The lines to reproduce run from the one containing "wrist: (322, 346)" through the end of the records below. Reproduce them exactly and add nothing.

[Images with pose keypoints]
***

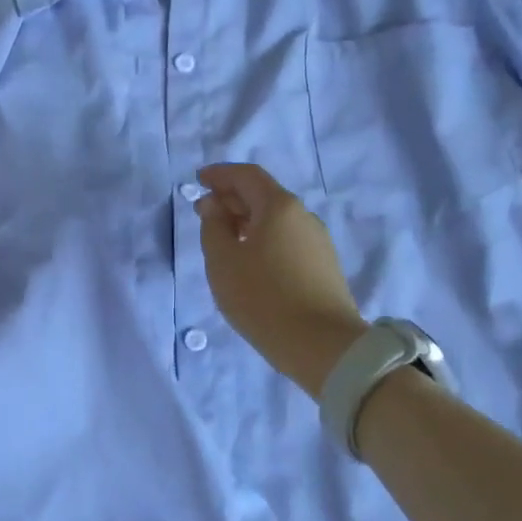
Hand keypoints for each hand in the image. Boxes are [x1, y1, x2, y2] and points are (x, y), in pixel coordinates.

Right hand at [195, 163, 365, 398]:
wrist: (322, 346)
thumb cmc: (263, 298)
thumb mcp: (223, 261)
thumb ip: (213, 226)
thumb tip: (213, 205)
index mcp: (279, 206)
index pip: (247, 175)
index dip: (220, 174)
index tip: (198, 179)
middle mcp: (303, 216)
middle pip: (264, 195)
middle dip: (231, 198)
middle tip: (204, 211)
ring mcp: (317, 241)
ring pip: (276, 219)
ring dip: (246, 220)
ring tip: (222, 239)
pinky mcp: (323, 266)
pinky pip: (286, 239)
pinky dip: (262, 238)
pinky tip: (249, 261)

***

Answer box ::
wrist: (322, 346)
thumb cmc: (263, 298)
thumb mcp: (223, 261)
thumb ip: (213, 226)
thumb tip: (213, 205)
index mcp: (279, 206)
index pip: (247, 175)
index dip: (220, 174)
index tip: (198, 179)
middle mcp: (303, 216)
middle pip: (264, 195)
middle dip: (231, 198)
middle tip: (204, 211)
ring mcp: (317, 241)
ring pip: (276, 219)
ring dip: (246, 220)
ring tip: (222, 239)
pinky mcp: (323, 266)
pinky pip: (286, 239)
pinky dip: (262, 238)
pinky tip: (249, 261)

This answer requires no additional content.